We will see similar stories in construction, where fewer homes will be built, as well as hotels and restaurants, many of which may have to shut down. On the other hand, there may be less demand for hotels and restaurants, since Trump’s policies towards foreign travelers have whacked tourism. So maybe it all works out.
And then we have Trump’s attacks on universities and scientific research. Most of this damage will be longer term, as much important research won’t get done, or it will be done in other countries. But we are seeing near-term effects, as colleges and universities curtail hiring and in many cases have layoffs.
We can also throw in Trump’s chain sawing of the federal government. This is also resulting in tens of thousands of workers losing their jobs. It also means many agencies can’t function properly. Here also much of the damage is longer term.
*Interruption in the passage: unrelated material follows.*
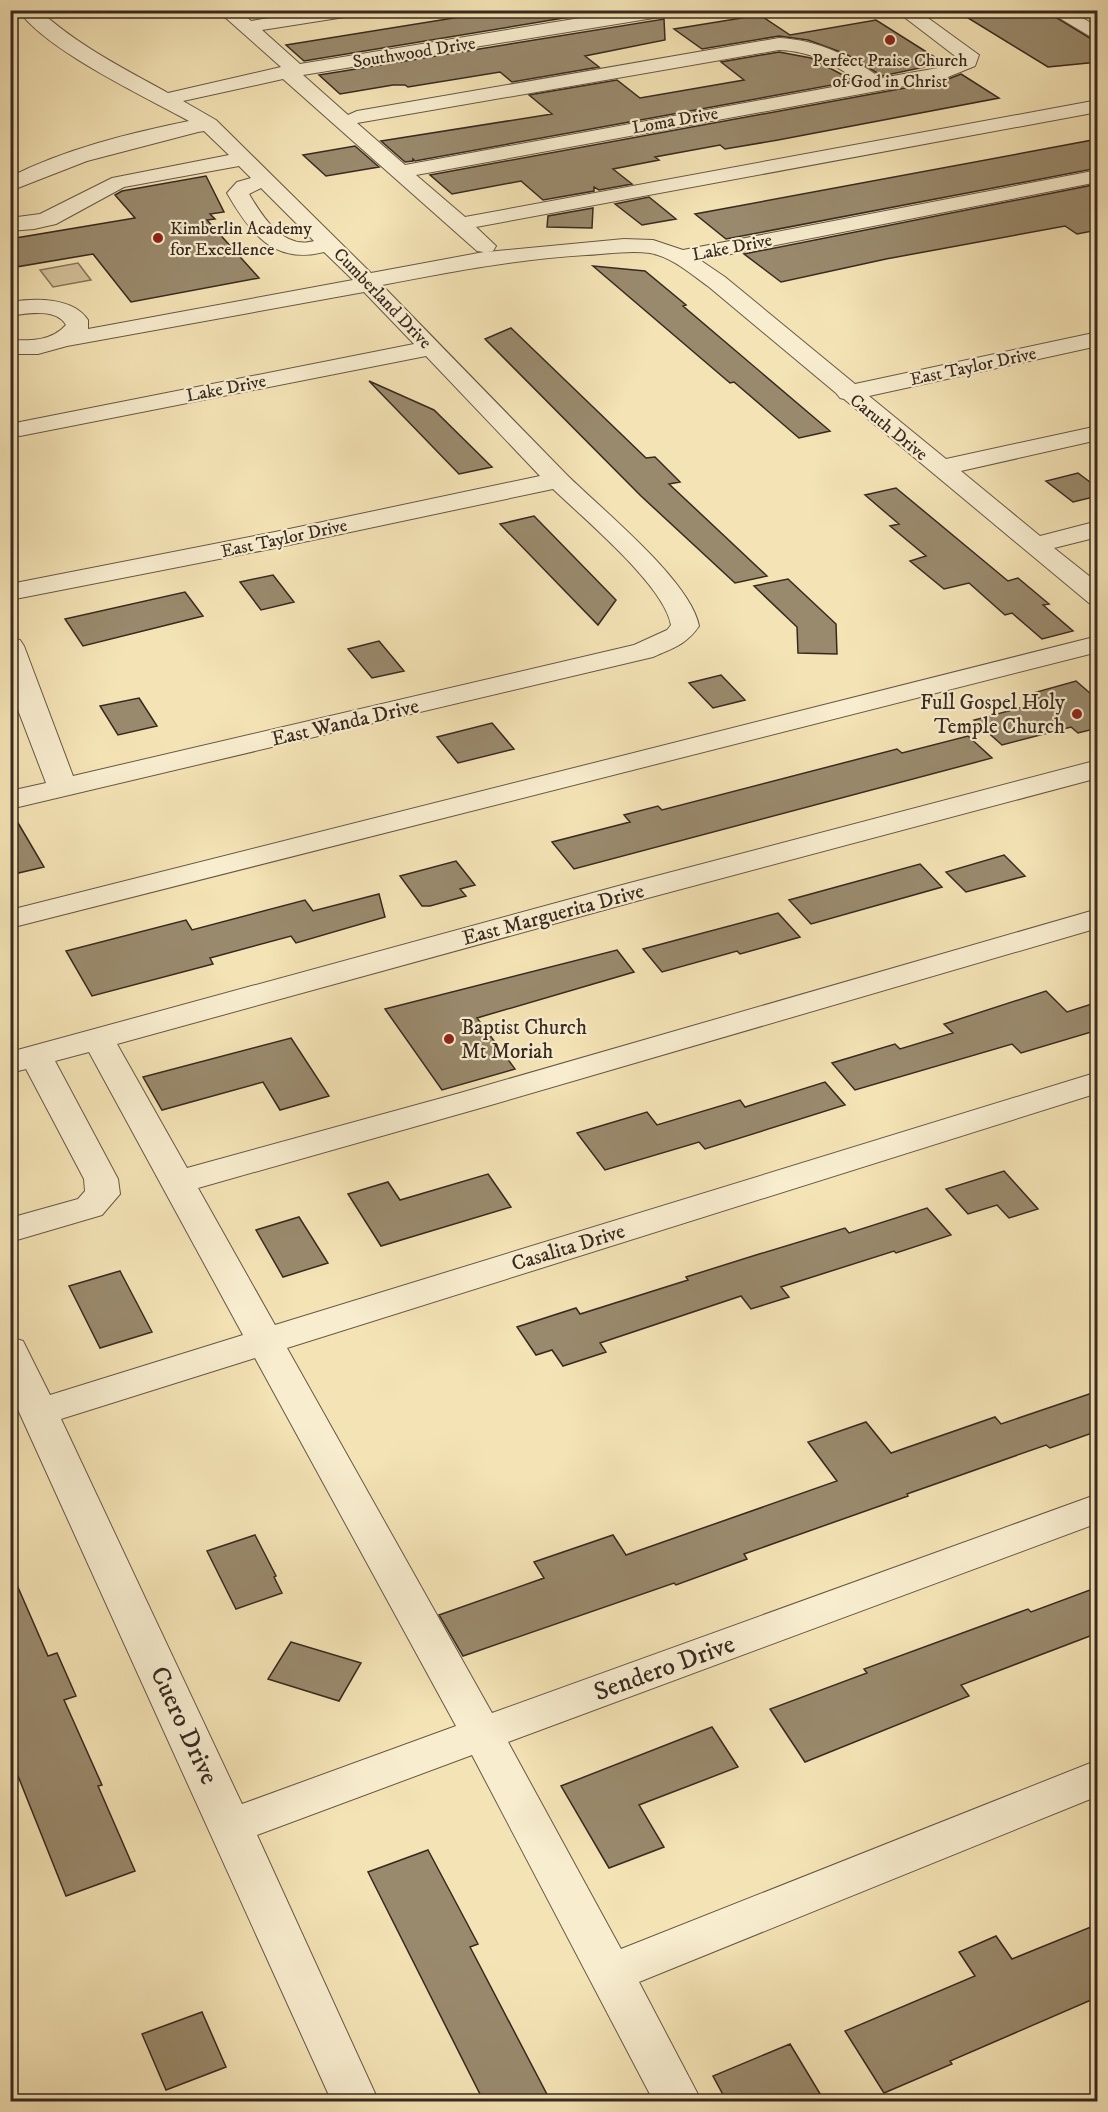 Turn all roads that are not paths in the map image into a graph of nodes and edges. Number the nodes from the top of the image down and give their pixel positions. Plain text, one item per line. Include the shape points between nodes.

We mostly will not see the effects of shutting down the Environmental Protection Agency for years into the future, but if more planes start crashing because Elon Musk got rid of air traffic controllers, the effect on air travel will be pretty immediate.
Anyhow, despite the craziness, most of the data on the economy, notably job growth and unemployment rates, had been holding up reasonably well through the first four months of the Trump administration. With the release of May data on retail sales, this is no longer the case. The data showed a 0.9 percent drop in sales from April. The April data were also revised downward to now show a 0.1 percent drop instead of a 0.1 percent rise.
With the revisions, May retail sales now stand 1.0 percent below the March level, and that’s before adjusting for inflation. In fact, if we go further back, May sales are 1.0 percent below the January level, again before adjusting for inflation. That does not look like the economy is holding up very well.
We see a similar story looking at spending in restaurants. This is down by 0.1 percent since January. Again, this is before adjusting for inflation, which has been roughly 1.5 percent in restaurants over this period. That implies a real decline in spending over this four-month period of 1.6 percent. This is a useful barometer of how people are feeling about the economy, since restaurant meals are very much a discretionary item that people can cut back on if they feel financially stretched.
In short, it doesn’t look like we can say the economy seems to be holding up well anymore. It may be too early to pronounce the beginning of the Trumpcession (GDP did fall in the first quarter), but the signs are there.
We also have new information on the tariff inflation story. The line pushed by Trump was that the countries whose goods we taxed would pay for the tariffs. This would mean lower import prices. The May data on import prices say this is not true.
Nonfuel import prices rose 0.3 percent in May. (These prices do not count the tariffs.) They are now 1.7 percent above the year ago level. If exporters are supposed to eat the tariffs, apparently someone forgot to tell them.
It seems pretty clear that we will be paying the tariffs. How that is divided between consumers and the companies importing the goods remains to be seen, but the idea that exporters would eat the tariffs was just another MAGA myth.
Many people questioned how quickly Trump could derail the strong economy he inherited from Biden. It looks like he is rising to the occasion.